As you read Derb’s description of his adventures in Consciousness Studies, please try to keep in mind that we dualists the ones who are to be laughed at because of our belief that consciousness is a non-material phenomenon:
One thing you wonder in advance about conferences like this is what the proportions will be of (a) real research results and original insights, as opposed to (b) academic log-rolling, tenured self-indulgence, flogging of dead horses, and content-free arm-waving. In the afternoon plenary session we got some of the (b).
The topic was “Sex and consciousness.” Barry Komisaruk of Rutgers started with an interesting account of some neurophysiological experiments, then wandered off into the arm-waving zone. Sample: “If time is a fourth dimension, why can’t consciousness be a fifth dimension?” Uh, because you can quantify time, but you can’t quantify consciousness. How are you gonna set up a co-ordinate axis if you can’t quantify?
Then Jenny Wade (not sure of her affiliation) got up and told us about some research she’d done. She’d got a sample heavily loaded with middle-aged university women and asked them about their mind states during sex. For heaven’s sake: I can get this stuff from reading Erica Jong. I left when she started talking about Tantric sex. I know Tibet’s in the news, but really.
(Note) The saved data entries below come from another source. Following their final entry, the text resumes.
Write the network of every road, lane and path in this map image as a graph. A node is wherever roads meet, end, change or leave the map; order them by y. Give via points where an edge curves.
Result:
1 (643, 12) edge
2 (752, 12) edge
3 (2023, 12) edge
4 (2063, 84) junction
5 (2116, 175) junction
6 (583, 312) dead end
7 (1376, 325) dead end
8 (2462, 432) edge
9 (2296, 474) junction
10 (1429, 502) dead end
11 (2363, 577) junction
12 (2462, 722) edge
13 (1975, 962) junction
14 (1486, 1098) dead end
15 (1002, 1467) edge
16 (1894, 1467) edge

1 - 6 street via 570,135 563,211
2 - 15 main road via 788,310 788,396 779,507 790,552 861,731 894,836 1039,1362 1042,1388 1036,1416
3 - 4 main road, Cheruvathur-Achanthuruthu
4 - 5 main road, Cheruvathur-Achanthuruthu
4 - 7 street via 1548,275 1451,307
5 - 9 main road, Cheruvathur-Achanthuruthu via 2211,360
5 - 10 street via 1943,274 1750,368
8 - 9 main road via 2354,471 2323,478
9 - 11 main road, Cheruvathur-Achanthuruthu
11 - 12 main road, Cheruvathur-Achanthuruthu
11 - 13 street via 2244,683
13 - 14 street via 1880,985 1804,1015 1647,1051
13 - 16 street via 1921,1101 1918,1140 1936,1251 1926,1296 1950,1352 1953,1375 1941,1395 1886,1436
I’m not averse to studying consciousness, whether it be via the use of empirical evidence or Bongzilla, but I do think it’s quite funny when one considers that these are the people upon whom the average atheist is relying in his Dennett-approved doxastic division of labor, whether he realizes it or not. Because, you know, there’s some physicists who have this really awesome scientific model…. Anyhow, Derb and I may be on opposite sides of the religion divide, but I always find his acerbic skepticism to be entertaining, no matter the target.